■ **TASK REQUIREMENTS**:
Print each entry exactly, all the way through.

■ **Collection entries**:
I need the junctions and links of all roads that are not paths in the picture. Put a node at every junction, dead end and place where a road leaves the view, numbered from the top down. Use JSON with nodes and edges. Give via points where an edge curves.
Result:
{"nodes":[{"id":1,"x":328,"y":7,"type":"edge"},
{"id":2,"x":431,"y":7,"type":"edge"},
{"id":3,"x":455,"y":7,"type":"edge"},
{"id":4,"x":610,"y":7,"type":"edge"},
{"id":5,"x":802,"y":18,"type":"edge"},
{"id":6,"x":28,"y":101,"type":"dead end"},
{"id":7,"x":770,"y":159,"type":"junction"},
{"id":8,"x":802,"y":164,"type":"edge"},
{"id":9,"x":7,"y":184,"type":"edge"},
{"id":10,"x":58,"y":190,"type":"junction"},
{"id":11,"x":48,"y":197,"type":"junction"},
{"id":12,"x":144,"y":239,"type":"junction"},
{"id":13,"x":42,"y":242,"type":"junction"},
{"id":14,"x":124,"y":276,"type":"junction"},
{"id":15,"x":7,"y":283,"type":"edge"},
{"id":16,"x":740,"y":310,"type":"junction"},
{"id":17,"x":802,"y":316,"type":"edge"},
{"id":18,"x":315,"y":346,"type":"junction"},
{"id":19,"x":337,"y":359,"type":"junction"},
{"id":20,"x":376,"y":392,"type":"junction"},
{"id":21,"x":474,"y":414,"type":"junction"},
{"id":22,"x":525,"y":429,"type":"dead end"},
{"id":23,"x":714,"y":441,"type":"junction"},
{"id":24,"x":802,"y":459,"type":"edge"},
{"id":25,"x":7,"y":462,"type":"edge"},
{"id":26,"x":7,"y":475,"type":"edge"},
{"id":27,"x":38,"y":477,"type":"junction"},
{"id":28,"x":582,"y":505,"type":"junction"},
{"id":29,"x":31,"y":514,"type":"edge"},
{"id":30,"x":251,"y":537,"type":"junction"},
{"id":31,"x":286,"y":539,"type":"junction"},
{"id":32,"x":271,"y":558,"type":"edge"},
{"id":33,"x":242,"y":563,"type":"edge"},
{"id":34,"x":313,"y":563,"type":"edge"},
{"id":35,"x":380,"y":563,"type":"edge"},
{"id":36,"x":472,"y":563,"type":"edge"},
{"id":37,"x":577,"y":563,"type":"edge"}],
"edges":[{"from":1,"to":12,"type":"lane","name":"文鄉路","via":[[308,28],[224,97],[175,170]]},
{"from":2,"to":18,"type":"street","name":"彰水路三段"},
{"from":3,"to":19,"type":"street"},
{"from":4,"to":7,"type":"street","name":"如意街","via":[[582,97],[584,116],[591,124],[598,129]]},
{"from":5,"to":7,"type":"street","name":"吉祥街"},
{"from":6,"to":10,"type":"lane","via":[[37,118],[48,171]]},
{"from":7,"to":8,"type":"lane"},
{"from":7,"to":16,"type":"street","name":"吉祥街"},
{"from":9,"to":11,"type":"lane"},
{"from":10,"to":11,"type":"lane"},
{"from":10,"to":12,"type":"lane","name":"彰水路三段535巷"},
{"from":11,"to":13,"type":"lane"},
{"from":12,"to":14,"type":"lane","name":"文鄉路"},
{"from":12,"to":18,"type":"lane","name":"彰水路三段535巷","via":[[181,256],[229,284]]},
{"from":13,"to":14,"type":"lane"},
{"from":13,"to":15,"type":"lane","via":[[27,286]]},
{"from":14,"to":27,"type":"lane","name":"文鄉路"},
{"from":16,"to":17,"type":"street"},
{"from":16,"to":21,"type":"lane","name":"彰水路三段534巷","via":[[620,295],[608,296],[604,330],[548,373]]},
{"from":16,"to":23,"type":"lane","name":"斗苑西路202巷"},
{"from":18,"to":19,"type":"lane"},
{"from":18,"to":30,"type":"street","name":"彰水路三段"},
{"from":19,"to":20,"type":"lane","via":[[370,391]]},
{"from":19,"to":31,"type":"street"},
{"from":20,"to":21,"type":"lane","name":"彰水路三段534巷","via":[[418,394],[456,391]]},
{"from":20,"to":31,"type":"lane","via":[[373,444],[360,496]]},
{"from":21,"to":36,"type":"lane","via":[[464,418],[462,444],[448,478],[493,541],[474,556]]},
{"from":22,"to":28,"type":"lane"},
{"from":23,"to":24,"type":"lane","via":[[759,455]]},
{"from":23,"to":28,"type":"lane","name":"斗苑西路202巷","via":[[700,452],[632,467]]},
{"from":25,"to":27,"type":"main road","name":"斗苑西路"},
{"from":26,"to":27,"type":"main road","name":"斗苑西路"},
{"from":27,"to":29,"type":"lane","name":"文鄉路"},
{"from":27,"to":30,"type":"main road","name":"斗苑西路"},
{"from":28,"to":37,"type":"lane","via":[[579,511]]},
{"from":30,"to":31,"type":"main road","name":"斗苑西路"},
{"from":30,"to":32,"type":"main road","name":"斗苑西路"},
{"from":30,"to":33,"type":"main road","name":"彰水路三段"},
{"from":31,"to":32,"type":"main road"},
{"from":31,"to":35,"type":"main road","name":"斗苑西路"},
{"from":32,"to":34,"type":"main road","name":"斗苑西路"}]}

■ **FINISHED EXERCISE**:
I need the junctions and links of all roads that are not paths in the picture. Put a node at every junction, dead end and place where a road leaves the view, numbered from the top down. Use JSON with nodes and edges. Give via points where an edge curves.
Result:
{"nodes":[{"id":1,"x":328,"y":7,"type":"edge"},
{"id":2,"x":431,"y":7,"type":"edge"},
{"id":3,"x":455,"y":7,"type":"edge"},
{"id":4,"x":610,"y":7,"type":"edge"},
{"id":5,"x":802,"y":18,"type":"edge"},
{"id":6,"x":28,"y":101,"type":"dead end"},
{"id":7,"x":770,"y":159,"type":"junction"},
{"id":8,"x":802,"y":164,"type":"edge"},
{"id":9,"x":7,"y":184,"type":"edge"},
{"id":10,"x":58,"y":190,"type":"junction"},
{"id":11,"x":48,"y":197,"type":"junction"},
{"id":12,"x":144,"y":239,"type":"junction"},
{"id":13,"x":42,"y":242,"type":"junction"},
{"id":14,"x":124,"y":276,"type":"junction"},
{"id":15,"x":7,"y":283,"type":"edge"},
{"id":16,"x":740,"y":310,"type":"junction"},
{"id":17,"x":802,"y":316,"type":"edge"},
{"id":18,"x":315,"y":346,"type":"junction"},
{"id":19,"x":337,"y":359,"type":"junction"},
{"id":20,"x":376,"y":392,"type":"junction"},
{"id":21,"x":474,"y":414,"type":"junction"},
{"id":22,"x":525,"y":429,"type":"dead end"},
{"id":23,"x":714,"y":441,"type":"junction"},
{"id":24,"x":802,"y":459,"type":"edge"},
{"id":25,"x":7,"y":462,"type":"edge"},
{"id":26,"x":7,"y":475,"type":"edge"},
{"id":27,"x":38,"y":477,"type":"junction"},
{"id":28,"x":582,"y":505,"type":"junction"},
{"id":29,"x":31,"y":514,"type":"edge"},
{"id":30,"x":251,"y":537,"type":"junction"},
{"id":31,"x":286,"y":539,"type":"junction"},
{"id":32,"x":271,"y":558,"type":"edge"},
{"id":33,"x":242,"y":563,"type":"edge"},
{"id":34,"x":313,"y":563,"type":"edge"},
{"id":35,"x":380,"y":563,"type":"edge"},
{"id":36,"x":472,"y":563,"type":"edge"},
{"id":37,"x":577,"y":563,"type":"edge"}],
"edges":[{"from":1,"to":12,"type":"lane","name":"文鄉路","via":[[308,28],[224,97],[175,170]]},
{"from":2,"to":18,"type":"street","name":"彰水路三段"},
{"from":3,"to":19,"type":"street"},
{"from":4,"to":7,"type":"street","name":"如意街","via":[[582,97],[584,116],[591,124],[598,129]]},
{"from":5,"to":7,"type":"street","name":"吉祥街"},
{"from":6,"to":10,"type":"lane","via":[[37,118],[48,171]]},
{"from":7,"to":8,"type":"lane"},
{"from":7,"to":16,"type":"street","name":"吉祥街"},
{"from":9,"to":11,"type":"lane"},
{"from":10,"to":11,"type":"lane"},
{"from":10,"to":12,"type":"lane","name":"彰水路三段535巷"},
{"from":11,"to":13,"type":"lane"},
{"from":12,"to":14,"type":"lane","name":"文鄉路"},
{"from":12,"to":18,"type":"lane","name":"彰水路三段535巷","via":[[181,256],[229,284]]},
{"from":13,"to":14,"type":"lane"},
{"from":13,"to":15,"type":"lane","via":[[27,286]]},
{"from":14,"to":27,"type":"lane","name":"文鄉路"},
{"from":16,"to":17,"type":"street"},
{"from":16,"to":21,"type":"lane","name":"彰水路三段534巷","via":[[620,295],[608,296],[604,330],[548,373]]},
{"from":16,"to":23,"type":"lane","name":"斗苑西路202巷"},
{"from":18,"to":19,"type":"lane"},
{"from":18,"to":30,"type":"street","name":"彰水路三段"},
{"from":19,"to":20,"type":"lane","via":[[370,391]]},
{"from":19,"to":31,"type":"street"},
{"from":20,"to":21,"type":"lane","name":"彰水路三段534巷","via":[[418,394],[456,391]]},
{"from":20,"to":31,"type":"lane","via":[[373,444],[360,496]]},
{"from":21,"to":36,"type":"lane","via":[[464,418],[462,444],[448,478],[493,541],[474,556]]},
{"from":22,"to":28,"type":"lane"},
{"from":23,"to":24,"type":"lane","via":[[759,455]]},
{"from":23,"to":28,"type":"lane","name":"斗苑西路202巷","via":[[700,452],[632,467]]},
{"from":25,"to":27,"type":"main road","name":"斗苑西路"},
{"from":26,"to":27,"type":"main road","name":"斗苑西路"},
{"from":27,"to":29,"type":"lane","name":"文鄉路"},
{"from":27,"to":30,"type":"main road","name":"斗苑西路"},
{"from":28,"to":37,"type":"lane","via":[[579,511]]},
{"from":30,"to":31,"type":"main road","name":"斗苑西路"},
{"from":30,"to":32,"type":"main road","name":"斗苑西路"},
{"from":30,"to":33,"type":"main road","name":"彰水路三段"},
{"from":31,"to":32,"type":"main road"},
{"from":31,"to":35,"type":"main road","name":"斗苑西路"},
{"from":32,"to":34,"type":"main road","name":"斗苑西路"}]}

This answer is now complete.